== Segment start ==

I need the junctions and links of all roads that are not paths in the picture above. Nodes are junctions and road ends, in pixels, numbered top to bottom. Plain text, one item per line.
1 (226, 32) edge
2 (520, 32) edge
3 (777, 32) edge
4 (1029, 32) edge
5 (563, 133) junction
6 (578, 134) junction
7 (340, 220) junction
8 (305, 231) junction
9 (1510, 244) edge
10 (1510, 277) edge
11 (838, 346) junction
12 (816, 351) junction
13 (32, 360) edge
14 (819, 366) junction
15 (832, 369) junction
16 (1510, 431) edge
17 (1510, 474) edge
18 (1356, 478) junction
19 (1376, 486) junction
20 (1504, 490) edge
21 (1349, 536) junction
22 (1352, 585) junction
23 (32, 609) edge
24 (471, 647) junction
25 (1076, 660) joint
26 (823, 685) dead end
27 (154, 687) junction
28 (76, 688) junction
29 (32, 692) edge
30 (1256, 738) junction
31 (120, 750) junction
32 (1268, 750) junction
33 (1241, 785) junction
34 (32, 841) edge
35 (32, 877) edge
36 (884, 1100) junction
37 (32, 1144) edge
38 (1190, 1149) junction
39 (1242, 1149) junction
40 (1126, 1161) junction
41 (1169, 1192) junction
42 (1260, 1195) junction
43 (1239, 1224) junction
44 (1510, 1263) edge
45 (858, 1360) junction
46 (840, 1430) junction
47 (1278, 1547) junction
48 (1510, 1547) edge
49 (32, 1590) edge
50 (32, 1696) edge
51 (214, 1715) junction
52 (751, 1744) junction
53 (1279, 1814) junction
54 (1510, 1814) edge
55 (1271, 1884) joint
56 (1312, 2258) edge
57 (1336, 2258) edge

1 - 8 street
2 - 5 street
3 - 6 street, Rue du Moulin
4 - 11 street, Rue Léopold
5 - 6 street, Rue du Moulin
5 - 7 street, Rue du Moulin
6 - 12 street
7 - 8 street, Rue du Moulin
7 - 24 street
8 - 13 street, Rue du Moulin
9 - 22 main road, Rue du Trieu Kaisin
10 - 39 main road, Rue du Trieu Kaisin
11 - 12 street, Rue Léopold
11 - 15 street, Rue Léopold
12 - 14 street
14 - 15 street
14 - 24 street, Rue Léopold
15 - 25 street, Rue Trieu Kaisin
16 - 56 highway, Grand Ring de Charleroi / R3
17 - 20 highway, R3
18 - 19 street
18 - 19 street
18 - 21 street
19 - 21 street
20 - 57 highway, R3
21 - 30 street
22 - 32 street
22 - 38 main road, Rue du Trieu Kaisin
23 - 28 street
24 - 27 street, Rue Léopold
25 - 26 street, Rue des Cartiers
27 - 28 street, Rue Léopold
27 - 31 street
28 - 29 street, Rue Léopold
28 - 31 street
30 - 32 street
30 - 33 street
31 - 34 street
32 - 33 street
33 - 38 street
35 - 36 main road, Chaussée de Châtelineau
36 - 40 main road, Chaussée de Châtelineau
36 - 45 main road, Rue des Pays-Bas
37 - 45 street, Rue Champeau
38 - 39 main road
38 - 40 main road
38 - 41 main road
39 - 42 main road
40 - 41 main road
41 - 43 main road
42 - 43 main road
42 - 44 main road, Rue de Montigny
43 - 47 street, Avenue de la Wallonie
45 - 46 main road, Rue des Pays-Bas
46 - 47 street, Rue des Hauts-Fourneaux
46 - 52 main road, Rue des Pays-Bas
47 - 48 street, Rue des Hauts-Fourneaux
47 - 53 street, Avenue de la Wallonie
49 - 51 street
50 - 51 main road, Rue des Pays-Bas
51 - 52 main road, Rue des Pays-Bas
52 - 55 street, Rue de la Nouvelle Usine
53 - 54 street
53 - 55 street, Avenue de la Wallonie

== Segment end ==

From the data above, copy every line where "Hauts" appears.

46 - 47 street, Rue des Hauts-Fourneaux
47 - 48 street, Rue des Hauts-Fourneaux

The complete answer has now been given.